**PROBLEM TO SOLVE**
Work out how many lines in the data below include "nodes", then reply with that number only.

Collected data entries
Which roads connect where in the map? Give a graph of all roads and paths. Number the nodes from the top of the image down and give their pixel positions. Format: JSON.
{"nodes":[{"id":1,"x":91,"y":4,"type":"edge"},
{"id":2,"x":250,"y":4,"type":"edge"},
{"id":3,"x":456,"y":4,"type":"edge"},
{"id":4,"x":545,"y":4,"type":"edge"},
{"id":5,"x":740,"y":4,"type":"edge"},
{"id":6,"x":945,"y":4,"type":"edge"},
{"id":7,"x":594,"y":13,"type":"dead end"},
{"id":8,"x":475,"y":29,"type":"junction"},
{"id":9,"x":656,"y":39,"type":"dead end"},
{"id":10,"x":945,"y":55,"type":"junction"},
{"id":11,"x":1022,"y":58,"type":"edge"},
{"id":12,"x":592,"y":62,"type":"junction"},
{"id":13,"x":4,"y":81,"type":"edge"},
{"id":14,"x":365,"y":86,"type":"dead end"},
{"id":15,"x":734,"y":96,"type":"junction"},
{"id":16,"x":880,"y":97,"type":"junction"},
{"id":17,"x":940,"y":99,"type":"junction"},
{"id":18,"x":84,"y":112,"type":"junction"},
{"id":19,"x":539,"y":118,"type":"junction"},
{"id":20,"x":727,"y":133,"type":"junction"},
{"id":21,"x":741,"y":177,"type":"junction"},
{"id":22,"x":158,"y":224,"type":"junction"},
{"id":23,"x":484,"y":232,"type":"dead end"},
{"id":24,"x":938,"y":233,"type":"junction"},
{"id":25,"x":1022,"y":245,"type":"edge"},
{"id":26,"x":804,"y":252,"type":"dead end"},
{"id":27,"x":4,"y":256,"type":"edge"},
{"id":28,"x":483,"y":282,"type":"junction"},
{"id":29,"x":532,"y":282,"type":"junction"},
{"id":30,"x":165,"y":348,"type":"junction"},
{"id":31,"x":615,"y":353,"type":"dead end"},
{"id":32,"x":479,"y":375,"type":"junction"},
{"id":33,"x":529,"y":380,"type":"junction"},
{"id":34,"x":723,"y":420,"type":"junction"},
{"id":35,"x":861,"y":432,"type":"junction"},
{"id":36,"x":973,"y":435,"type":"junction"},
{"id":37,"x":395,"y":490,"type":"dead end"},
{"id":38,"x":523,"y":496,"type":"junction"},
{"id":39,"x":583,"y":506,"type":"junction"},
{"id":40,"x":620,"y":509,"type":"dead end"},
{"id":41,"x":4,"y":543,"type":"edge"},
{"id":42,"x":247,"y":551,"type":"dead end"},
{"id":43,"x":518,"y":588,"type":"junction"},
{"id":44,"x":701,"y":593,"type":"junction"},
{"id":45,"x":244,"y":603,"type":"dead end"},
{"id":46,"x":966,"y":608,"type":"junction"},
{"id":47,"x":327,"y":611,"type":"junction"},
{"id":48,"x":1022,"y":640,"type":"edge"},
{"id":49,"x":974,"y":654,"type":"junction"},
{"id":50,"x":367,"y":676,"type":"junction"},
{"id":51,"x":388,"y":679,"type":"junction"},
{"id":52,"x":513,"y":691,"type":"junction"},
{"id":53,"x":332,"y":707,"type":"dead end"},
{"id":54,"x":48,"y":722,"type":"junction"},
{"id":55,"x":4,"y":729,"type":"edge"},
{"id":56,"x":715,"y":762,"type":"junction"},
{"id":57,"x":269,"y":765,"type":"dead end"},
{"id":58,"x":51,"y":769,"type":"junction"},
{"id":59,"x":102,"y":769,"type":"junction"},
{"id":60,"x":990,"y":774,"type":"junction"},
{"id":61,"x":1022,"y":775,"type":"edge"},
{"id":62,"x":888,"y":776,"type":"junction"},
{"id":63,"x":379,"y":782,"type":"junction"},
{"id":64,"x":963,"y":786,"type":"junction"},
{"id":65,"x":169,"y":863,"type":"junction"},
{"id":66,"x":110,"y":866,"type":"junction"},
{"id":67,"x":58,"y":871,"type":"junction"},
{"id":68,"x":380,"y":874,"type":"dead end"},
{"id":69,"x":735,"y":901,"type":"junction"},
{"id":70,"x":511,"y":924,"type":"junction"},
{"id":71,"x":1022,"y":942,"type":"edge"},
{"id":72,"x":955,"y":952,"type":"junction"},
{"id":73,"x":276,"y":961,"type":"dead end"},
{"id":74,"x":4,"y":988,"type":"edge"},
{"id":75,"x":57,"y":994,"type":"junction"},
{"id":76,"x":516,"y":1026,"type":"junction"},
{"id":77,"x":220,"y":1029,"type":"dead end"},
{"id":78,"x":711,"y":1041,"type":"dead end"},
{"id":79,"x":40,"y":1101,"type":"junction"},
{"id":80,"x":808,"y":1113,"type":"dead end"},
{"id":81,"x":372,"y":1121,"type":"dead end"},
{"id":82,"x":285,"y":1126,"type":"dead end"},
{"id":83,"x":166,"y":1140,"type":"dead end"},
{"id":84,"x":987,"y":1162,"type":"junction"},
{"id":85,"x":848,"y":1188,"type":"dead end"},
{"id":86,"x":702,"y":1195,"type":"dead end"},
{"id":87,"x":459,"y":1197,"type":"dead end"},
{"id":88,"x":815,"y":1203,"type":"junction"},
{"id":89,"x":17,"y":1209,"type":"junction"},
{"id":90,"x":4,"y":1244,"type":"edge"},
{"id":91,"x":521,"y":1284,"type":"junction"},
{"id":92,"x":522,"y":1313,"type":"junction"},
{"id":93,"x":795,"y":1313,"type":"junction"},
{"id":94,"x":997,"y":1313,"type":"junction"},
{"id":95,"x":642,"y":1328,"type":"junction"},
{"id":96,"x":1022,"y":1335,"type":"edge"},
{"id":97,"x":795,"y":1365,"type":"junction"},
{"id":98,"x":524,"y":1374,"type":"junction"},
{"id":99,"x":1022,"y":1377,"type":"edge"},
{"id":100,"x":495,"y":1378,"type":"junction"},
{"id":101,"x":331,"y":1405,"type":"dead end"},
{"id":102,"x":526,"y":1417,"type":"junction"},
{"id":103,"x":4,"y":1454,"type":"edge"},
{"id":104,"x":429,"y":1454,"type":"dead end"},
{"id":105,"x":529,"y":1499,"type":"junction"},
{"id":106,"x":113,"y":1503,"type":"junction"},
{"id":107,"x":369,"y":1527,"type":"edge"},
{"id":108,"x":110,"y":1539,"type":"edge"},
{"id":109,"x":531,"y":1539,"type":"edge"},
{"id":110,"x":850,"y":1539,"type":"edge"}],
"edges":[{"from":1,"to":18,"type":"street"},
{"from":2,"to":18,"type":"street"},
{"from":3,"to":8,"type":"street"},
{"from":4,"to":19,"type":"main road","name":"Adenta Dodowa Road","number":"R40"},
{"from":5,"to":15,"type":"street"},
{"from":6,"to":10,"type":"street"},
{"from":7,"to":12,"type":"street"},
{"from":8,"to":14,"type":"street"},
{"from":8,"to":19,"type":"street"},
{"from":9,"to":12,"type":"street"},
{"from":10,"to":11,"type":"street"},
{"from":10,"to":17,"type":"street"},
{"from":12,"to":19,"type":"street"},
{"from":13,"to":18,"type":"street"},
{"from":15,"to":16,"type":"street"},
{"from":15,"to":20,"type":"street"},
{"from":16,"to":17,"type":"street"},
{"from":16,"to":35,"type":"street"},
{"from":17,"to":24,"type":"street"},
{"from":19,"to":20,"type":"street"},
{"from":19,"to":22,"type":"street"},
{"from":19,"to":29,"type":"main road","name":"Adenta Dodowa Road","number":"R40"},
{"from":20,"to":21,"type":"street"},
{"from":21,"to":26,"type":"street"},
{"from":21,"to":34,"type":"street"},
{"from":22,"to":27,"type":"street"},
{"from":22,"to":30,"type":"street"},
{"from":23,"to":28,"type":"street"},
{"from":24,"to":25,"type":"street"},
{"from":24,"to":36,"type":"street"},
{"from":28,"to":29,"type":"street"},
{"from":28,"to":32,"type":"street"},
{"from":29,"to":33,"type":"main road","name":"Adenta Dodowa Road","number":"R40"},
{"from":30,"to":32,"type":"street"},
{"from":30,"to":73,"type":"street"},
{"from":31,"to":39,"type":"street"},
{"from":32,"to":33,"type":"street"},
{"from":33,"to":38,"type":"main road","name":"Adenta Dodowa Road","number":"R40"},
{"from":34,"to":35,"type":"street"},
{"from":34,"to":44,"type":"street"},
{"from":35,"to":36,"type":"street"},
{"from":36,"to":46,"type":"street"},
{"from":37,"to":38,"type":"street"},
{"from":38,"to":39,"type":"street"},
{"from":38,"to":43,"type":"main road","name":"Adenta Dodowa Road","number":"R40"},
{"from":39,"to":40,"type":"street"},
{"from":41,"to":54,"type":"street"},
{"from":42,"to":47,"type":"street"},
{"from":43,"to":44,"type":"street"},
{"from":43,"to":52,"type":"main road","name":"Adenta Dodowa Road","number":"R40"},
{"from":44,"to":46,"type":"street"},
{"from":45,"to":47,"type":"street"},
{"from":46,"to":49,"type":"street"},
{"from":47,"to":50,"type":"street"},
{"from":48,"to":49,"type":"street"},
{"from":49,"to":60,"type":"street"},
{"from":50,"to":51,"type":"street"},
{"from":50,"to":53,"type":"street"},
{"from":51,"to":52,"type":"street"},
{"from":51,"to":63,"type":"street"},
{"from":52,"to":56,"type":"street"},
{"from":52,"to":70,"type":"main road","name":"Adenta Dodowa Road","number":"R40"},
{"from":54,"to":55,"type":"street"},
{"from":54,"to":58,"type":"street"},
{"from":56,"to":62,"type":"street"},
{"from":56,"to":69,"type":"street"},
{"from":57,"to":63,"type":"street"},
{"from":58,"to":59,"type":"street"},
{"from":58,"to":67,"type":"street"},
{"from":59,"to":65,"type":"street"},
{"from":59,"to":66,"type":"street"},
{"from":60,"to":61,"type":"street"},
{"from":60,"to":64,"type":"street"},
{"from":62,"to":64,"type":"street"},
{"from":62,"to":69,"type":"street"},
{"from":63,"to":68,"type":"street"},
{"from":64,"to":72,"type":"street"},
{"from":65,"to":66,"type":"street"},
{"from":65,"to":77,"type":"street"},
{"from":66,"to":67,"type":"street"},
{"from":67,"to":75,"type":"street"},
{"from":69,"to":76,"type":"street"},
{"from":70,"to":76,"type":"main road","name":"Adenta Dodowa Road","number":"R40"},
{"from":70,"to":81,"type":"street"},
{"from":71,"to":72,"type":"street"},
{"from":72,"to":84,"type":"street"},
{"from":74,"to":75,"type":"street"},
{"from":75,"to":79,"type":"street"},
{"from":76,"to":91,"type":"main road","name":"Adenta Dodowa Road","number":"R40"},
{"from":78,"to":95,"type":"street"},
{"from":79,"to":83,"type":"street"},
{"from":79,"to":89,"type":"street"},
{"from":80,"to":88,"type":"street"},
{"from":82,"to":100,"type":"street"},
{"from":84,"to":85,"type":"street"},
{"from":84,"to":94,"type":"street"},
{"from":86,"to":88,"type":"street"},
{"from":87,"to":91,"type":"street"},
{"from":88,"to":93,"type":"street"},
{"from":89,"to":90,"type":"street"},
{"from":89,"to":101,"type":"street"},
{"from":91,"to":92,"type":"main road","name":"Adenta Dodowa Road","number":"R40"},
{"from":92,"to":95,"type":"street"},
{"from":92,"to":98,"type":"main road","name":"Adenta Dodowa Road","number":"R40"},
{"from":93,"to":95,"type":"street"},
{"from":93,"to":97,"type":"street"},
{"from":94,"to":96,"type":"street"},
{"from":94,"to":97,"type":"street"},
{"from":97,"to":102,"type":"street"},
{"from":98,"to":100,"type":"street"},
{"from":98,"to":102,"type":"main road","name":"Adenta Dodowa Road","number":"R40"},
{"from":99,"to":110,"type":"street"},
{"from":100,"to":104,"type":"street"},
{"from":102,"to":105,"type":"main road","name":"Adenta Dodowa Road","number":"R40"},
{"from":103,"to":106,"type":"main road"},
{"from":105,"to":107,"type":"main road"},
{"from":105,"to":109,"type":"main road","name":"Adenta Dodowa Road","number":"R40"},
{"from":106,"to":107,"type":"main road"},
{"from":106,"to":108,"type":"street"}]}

**ANSWER BOX**
2